In the data below, locate each line with the word "DRAINASE" and list it.

Stored items
▼▼▼

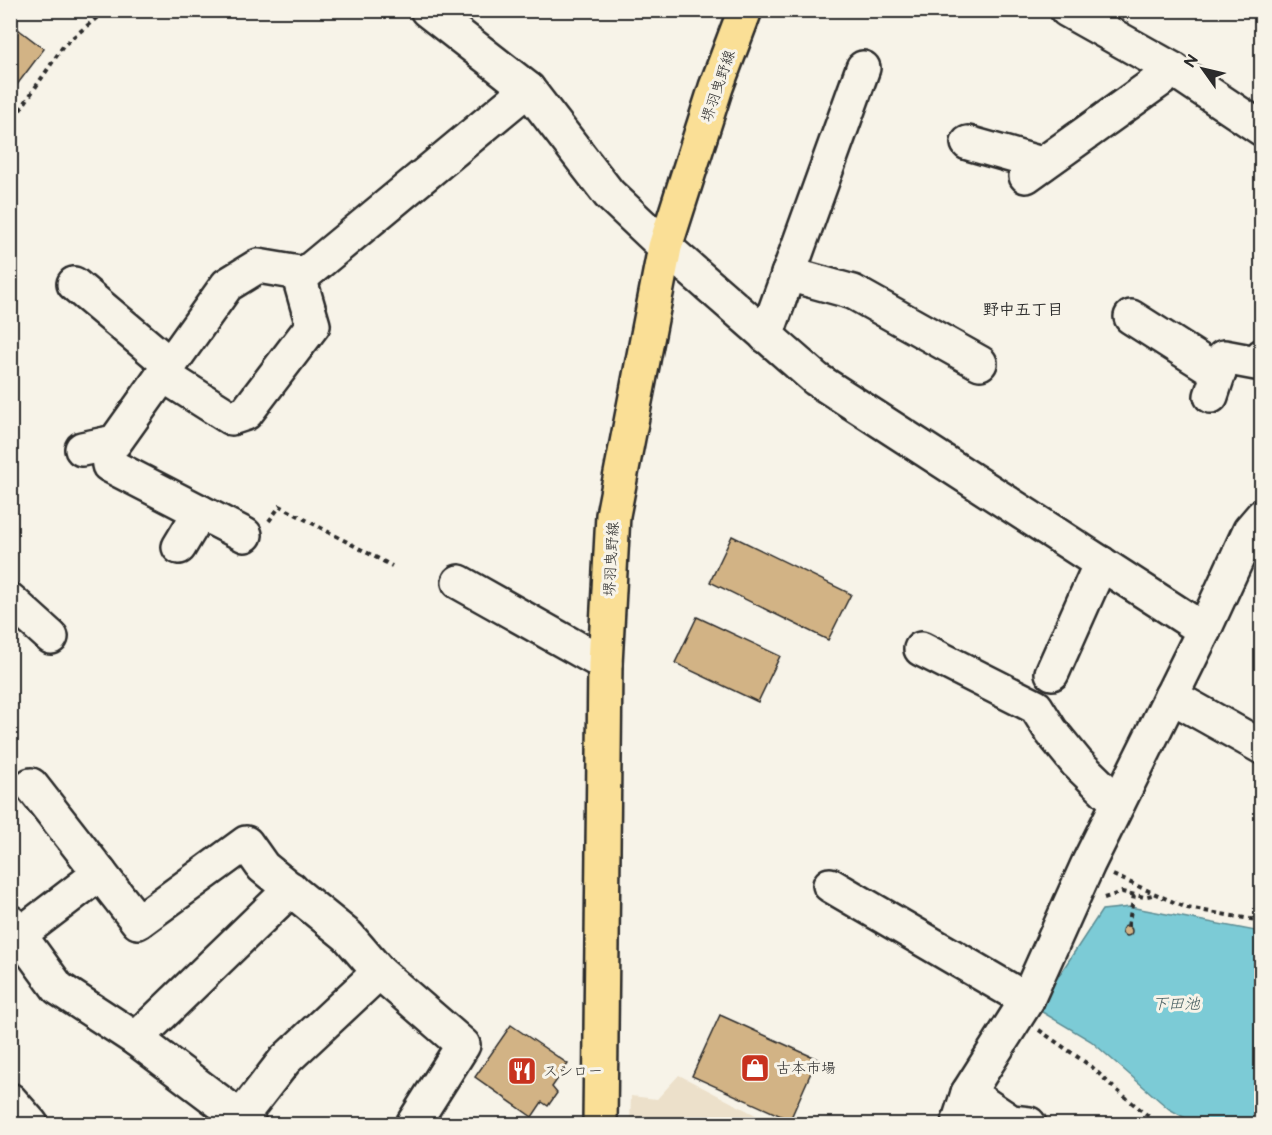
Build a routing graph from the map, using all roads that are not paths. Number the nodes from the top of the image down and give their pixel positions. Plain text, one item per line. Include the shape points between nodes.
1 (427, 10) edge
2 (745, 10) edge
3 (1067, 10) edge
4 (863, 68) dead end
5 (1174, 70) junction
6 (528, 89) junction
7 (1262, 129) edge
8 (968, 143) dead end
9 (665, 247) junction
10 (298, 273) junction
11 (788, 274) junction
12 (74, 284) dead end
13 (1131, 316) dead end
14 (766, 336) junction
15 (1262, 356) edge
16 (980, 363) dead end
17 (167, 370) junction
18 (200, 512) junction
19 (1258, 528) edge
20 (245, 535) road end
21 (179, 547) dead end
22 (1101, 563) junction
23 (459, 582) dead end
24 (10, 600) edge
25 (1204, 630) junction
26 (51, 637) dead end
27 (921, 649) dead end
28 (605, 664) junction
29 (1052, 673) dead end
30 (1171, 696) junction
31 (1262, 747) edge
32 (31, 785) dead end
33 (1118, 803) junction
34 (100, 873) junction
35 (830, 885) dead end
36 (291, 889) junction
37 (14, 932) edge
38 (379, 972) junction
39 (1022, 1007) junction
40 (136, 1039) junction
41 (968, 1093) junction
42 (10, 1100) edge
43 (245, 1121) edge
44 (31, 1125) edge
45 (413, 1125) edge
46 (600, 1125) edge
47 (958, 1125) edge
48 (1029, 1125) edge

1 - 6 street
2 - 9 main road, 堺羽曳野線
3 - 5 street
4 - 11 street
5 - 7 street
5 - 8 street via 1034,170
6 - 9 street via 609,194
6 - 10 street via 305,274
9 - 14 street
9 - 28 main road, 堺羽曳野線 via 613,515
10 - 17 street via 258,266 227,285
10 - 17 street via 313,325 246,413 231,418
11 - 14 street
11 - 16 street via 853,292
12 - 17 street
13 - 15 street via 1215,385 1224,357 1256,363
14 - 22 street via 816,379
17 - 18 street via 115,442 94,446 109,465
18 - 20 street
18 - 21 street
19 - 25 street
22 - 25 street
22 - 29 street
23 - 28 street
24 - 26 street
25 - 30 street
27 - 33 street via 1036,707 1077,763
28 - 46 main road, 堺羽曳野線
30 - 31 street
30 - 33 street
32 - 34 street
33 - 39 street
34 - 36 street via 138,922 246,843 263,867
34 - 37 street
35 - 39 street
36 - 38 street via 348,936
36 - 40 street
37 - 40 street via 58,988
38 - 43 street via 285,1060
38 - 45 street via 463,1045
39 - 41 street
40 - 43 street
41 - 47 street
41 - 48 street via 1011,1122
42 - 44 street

▲▲▲
▼▼▼

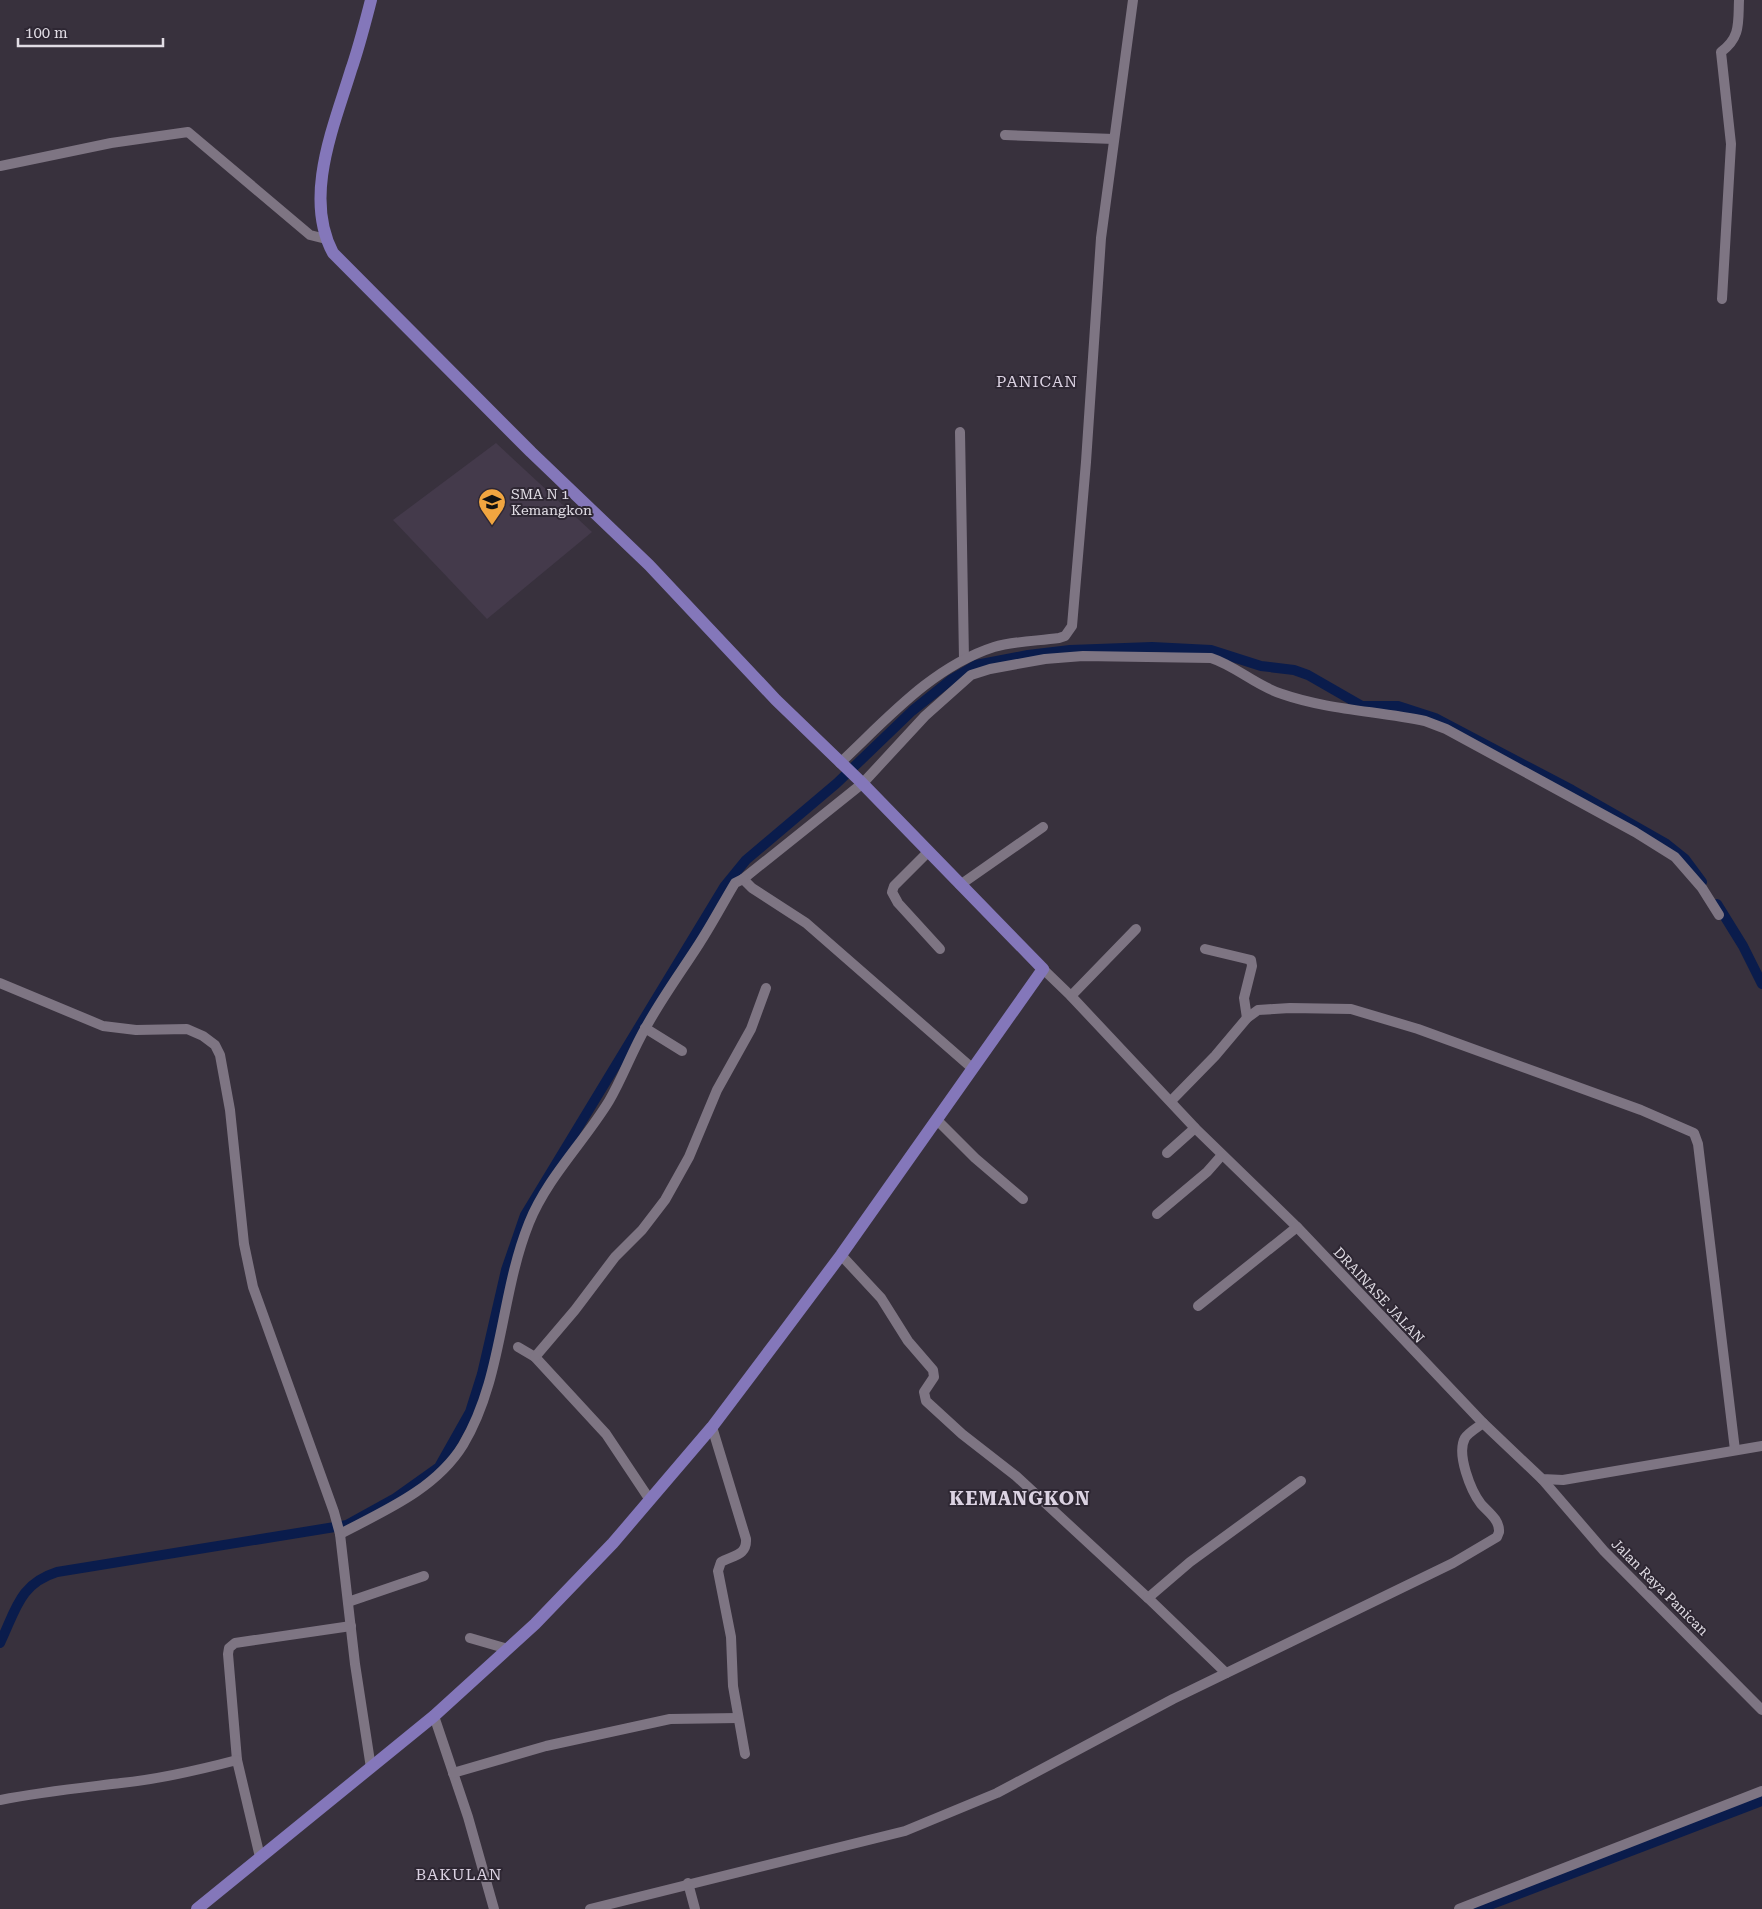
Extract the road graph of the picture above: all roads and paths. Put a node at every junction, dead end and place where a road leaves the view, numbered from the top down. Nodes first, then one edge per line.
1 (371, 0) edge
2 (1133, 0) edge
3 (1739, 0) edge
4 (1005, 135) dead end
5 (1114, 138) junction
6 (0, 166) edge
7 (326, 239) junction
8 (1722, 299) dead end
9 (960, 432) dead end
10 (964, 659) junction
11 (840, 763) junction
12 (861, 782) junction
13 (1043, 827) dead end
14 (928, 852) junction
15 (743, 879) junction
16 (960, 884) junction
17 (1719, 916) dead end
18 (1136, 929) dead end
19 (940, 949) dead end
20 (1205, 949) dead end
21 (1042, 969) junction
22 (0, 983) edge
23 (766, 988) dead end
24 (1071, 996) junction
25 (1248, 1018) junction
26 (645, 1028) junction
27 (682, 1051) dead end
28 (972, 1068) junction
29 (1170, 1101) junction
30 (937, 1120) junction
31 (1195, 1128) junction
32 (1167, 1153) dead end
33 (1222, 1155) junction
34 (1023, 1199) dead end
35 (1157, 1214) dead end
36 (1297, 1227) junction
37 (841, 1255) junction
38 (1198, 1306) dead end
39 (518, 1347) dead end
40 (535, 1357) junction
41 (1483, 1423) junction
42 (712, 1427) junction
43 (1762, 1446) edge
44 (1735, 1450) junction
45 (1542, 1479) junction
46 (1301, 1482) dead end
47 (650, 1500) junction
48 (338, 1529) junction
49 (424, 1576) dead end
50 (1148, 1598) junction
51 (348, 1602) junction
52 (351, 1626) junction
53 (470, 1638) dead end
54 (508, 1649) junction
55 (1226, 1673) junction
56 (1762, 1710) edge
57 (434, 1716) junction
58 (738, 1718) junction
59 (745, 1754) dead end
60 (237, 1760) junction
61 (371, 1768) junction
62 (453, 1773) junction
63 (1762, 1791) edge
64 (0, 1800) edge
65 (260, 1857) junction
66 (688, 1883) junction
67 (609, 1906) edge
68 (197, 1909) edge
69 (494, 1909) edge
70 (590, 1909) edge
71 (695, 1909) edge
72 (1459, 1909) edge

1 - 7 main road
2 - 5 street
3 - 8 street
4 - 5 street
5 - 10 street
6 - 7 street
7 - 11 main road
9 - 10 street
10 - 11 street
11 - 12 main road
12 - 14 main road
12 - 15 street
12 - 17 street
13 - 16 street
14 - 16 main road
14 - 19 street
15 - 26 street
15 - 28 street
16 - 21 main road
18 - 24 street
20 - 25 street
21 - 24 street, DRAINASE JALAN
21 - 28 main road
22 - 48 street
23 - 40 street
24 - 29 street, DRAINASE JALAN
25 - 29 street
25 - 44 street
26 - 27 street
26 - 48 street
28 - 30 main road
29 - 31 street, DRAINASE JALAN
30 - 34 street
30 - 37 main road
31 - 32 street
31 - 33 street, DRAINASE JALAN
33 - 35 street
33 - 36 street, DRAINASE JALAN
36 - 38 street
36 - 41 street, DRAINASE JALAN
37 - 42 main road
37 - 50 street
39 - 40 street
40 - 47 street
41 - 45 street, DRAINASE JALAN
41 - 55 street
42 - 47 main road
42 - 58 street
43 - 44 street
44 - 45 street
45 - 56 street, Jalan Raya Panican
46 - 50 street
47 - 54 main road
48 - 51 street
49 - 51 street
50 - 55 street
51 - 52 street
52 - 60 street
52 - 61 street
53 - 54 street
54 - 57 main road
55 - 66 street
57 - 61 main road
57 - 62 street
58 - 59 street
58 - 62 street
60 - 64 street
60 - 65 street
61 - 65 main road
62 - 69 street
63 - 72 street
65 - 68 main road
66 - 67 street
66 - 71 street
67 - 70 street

▲▲▲

- _Response for this exercise_:
21 - 24 street, DRAINASE JALAN
24 - 29 street, DRAINASE JALAN
29 - 31 street, DRAINASE JALAN
31 - 33 street, DRAINASE JALAN
33 - 36 street, DRAINASE JALAN
36 - 41 street, DRAINASE JALAN
41 - 45 street, DRAINASE JALAN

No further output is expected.